→ **Entries provided**:
===============
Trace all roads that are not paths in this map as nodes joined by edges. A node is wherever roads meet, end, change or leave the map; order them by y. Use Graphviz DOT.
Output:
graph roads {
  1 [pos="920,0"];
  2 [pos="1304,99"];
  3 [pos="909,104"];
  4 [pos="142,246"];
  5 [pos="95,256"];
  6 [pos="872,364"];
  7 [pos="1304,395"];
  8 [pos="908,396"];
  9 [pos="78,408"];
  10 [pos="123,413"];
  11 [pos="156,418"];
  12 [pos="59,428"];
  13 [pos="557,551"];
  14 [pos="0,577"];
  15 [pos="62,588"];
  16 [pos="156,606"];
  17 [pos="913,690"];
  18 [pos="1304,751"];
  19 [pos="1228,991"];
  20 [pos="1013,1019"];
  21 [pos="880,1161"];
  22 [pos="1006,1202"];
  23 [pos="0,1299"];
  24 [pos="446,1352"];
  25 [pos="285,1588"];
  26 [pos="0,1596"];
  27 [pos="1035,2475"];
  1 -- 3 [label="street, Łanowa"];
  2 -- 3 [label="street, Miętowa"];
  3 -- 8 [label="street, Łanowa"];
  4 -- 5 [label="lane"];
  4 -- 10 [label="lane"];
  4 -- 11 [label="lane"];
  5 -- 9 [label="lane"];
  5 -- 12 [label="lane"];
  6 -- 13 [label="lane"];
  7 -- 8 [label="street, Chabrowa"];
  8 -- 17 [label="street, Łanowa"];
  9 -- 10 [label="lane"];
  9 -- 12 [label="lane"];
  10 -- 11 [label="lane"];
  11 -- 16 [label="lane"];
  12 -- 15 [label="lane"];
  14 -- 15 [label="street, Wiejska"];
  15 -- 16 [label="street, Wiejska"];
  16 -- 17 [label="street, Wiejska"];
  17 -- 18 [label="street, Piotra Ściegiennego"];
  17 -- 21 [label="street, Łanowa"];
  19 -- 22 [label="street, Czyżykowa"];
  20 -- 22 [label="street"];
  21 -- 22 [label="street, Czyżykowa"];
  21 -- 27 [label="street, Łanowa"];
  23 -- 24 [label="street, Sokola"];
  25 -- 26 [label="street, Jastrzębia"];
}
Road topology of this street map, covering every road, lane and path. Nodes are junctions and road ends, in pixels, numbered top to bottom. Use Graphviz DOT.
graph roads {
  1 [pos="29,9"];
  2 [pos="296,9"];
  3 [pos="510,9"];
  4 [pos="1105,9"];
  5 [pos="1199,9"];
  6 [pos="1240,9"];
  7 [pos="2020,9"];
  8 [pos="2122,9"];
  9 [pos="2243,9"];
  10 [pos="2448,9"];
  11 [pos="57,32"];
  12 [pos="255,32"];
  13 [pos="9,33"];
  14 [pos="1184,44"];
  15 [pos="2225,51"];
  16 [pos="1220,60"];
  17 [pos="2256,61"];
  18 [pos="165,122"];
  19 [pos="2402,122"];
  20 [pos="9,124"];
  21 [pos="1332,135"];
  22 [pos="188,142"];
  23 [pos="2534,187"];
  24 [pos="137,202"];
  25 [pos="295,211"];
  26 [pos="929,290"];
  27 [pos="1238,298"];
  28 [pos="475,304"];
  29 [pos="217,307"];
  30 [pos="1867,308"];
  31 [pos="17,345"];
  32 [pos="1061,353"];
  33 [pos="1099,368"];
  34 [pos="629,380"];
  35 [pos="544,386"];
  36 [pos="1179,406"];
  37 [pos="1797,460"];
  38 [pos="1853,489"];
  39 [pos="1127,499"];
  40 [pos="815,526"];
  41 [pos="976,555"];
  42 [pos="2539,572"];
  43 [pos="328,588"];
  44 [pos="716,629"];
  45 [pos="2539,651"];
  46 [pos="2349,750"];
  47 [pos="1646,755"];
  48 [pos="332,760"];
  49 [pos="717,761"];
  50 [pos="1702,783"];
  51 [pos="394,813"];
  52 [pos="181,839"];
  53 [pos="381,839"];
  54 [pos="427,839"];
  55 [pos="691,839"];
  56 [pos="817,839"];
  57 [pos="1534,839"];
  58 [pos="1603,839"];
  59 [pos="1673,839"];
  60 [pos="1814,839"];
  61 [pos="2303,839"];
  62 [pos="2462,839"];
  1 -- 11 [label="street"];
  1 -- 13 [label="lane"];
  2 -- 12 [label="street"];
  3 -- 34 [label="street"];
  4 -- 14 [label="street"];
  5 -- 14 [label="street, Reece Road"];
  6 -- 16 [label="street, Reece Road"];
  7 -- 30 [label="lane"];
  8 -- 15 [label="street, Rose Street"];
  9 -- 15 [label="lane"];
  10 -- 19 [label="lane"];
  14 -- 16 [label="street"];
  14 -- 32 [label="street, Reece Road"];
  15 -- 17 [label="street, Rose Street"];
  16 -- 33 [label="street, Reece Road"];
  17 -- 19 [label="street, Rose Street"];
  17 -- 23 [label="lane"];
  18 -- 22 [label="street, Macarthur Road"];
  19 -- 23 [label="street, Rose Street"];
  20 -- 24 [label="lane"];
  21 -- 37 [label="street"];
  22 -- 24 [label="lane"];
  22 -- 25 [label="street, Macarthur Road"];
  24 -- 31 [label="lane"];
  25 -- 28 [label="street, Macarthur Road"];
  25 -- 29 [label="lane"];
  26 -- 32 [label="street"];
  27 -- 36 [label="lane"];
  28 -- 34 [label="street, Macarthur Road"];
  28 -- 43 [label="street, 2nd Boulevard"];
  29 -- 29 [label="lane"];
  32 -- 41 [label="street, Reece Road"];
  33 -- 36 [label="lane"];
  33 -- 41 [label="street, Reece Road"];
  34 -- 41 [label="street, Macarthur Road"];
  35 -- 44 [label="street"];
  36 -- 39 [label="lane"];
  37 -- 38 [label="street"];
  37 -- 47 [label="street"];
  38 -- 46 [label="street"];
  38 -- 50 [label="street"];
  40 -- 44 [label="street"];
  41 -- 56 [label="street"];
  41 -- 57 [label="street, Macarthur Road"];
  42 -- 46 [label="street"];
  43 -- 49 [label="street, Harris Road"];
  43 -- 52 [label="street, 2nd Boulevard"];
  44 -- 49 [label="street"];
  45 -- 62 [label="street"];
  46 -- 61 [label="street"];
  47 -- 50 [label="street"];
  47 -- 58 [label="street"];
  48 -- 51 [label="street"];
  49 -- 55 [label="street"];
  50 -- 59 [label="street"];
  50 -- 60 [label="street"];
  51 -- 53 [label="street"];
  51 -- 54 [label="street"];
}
===============
→ **Task instructions**: The records above are to be copied in full, exactly as written.

→ **Completed exercise**:
Trace all roads that are not paths in this map as nodes joined by edges. A node is wherever roads meet, end, change or leave the map; order them by y. Use Graphviz DOT.
Output:
graph roads {
  1 [pos="920,0"];
  2 [pos="1304,99"];
  3 [pos="909,104"];
  4 [pos="142,246"];
  5 [pos="95,256"];
  6 [pos="872,364"];
  7 [pos="1304,395"];
  8 [pos="908,396"];
  9 [pos="78,408"];
  10 [pos="123,413"];
  11 [pos="156,418"];
  12 [pos="59,428"];
  13 [pos="557,551"];
  14 [pos="0,577"];
  15 [pos="62,588"];
  16 [pos="156,606"];
  17 [pos="913,690"];
  18 [pos="1304,751"];
  19 [pos="1228,991"];
  20 [pos="1013,1019"];
  21 [pos="880,1161"];
  22 [pos="1006,1202"];
  23 [pos="0,1299"];
  24 [pos="446,1352"];
  25 [pos="285,1588"];
  26 [pos="0,1596"];
  27 [pos="1035,2475"];
  1 -- 3 [label="street, Łanowa"];
  2 -- 3 [label="street, Miętowa"];
  3 -- 8 [label="street, Łanowa"];
  4 -- 5 [label="lane"];
  4 -- 10 [label="lane"];
  4 -- 11 [label="lane"];
  5 -- 9 [label="lane"];
  5 -- 12 [label="lane"];
  6 -- 13 [label="lane"];
  7 -- 8 [label="street, Chabrowa"];
  8 -- 17 [label="street, Łanowa"];
  9 -- 10 [label="lane"];
  9 -- 12 [label="lane"];
  10 -- 11 [label="lane"];
  11 -- 16 [label="lane"];
  12 -- 15 [label="lane"];
  14 -- 15 [label="street, Wiejska"];
  15 -- 16 [label="street, Wiejska"];
  16 -- 17 [label="street, Wiejska"];
  17 -- 18 [label="street, Piotra Ściegiennego"];
  17 -- 21 [label="street, Łanowa"];
  19 -- 22 [label="street, Czyżykowa"];
  20 -- 22 [label="street"];
  21 -- 22 [label="street, Czyżykowa"];
  21 -- 27 [label="street, Łanowa"];
  23 -- 24 [label="street, Sokola"];
  25 -- 26 [label="street, Jastrzębia"];
}
Road topology of this street map, covering every road, lane and path. Nodes are junctions and road ends, in pixels, numbered top to bottom. Use Graphviz DOT.
graph roads {
  1 [pos="29,9"];
  2 [pos="296,9"];
  3 [pos="510,9"];
  4 [pos="1105,9"];
  5 [pos="1199,9"];
  6 [pos="1240,9"];
  7 [pos="2020,9"];
  8 [pos="2122,9"];
  9 [pos="2243,9"];
  10 [pos="2448,9"];
  11 [pos="57,32"];
  12 [pos="255,32"];
  13 [pos="9,33"];
  14 [pos="1184,44"];
  15 [pos="2225,51"];
  16 [pos="1220,60"];
  17 [pos="2256,61"];
  18 [pos="165,122"];
  19 [pos="2402,122"];
  20 [pos="9,124"];
  21 [pos="1332,135"];
  22 [pos="188,142"];
  23 [pos="2534,187"];
  24 [pos="137,202"];
  25 [pos="295,211"];
  26 [pos="929,290"];
  27 [pos="1238,298"];
  28 [pos="475,304"];
  29 [pos="217,307"];
  30 [pos="1867,308"];
  31 [pos="17,345"];
  32 [pos="1061,353"];
  33 [pos="1099,368"];
  34 [pos="629,380"];
  35 [pos="544,386"];
  36 [pos="1179,406"];
  37 [pos="1797,460"];
  38 [pos="1853,489"];
  39 [pos="1127,499"];
  40 [pos="815,526"];
  41 [pos="976,555"];
  42 [pos="2539,572"];
  43 [pos="328,588"];
  44 [pos="716,629"];
  45 [pos="2539,651"];
  46 [pos="2349,750"];
  47 [pos="1646,755"];
  48 [pos="332,760"];
  49 [pos="717,761"];
  50 [pos="1702,783"];
  51 [pos="394,813"];
  52 [pos="181,839"];
  53 [pos="381,839"];
  54 [pos="427,839"];
  55 [pos="691,839"];
  56 [pos="817,839"];
  57 [pos="1534,839"];
  58 [pos="1603,839"];
  59 [pos="1673,839"];
  60 [pos="1814,839"];
  61 [pos="2303,839"];
  62 [pos="2462,839"];
  1 -- 11 [label="street"];
  1 -- 13 [label="lane"];
  2 -- 12 [label="street"];
  3 -- 34 [label="street"];
  4 -- 14 [label="street"];
  5 -- 14 [label="street, Reece Road"];
  6 -- 16 [label="street, Reece Road"];
  7 -- 30 [label="lane"];
  8 -- 15 [label="street, Rose Street"];
  9 -- 15 [label="lane"];
  10 -- 19 [label="lane"];
  14 -- 16 [label="street"];
  14 -- 32 [label="street, Reece Road"];
  15 -- 17 [label="street, Rose Street"];
  16 -- 33 [label="street, Reece Road"];
  17 -- 19 [label="street, Rose Street"];
  17 -- 23 [label="lane"];
  18 -- 22 [label="street, Macarthur Road"];
  19 -- 23 [label="street, Rose Street"];
  20 -- 24 [label="lane"];
  21 -- 37 [label="street"];
  22 -- 24 [label="lane"];
  22 -- 25 [label="street, Macarthur Road"];
  24 -- 31 [label="lane"];
  25 -- 28 [label="street, Macarthur Road"];
  25 -- 29 [label="lane"];
  26 -- 32 [label="street"];
  27 -- 36 [label="lane"];
  28 -- 34 [label="street, Macarthur Road"];
  28 -- 43 [label="street, 2nd Boulevard"];
  29 -- 29 [label="lane"];
  32 -- 41 [label="street, Reece Road"];
  33 -- 36 [label="lane"];
  33 -- 41 [label="street, Reece Road"];
  34 -- 41 [label="street, Macarthur Road"];
  35 -- 44 [label="street"];
  36 -- 39 [label="lane"];
  37 -- 38 [label="street"];
  37 -- 47 [label="street"];
  38 -- 46 [label="street"];
  38 -- 50 [label="street"];
  40 -- 44 [label="street"];
  41 -- 56 [label="street"];
  41 -- 57 [label="street, Macarthur Road"];
  42 -- 46 [label="street"];
  43 -- 49 [label="street, Harris Road"];
  43 -- 52 [label="street, 2nd Boulevard"];
  44 -- 49 [label="street"];
  45 -- 62 [label="street"];
  46 -- 61 [label="street"];
  47 -- 50 [label="street"];
  47 -- 58 [label="street"];
  48 -- 51 [label="street"];
  49 -- 55 [label="street"];
  50 -- 59 [label="street"];
  50 -- 60 [label="street"];
  51 -- 53 [label="street"];
  51 -- 54 [label="street"];
}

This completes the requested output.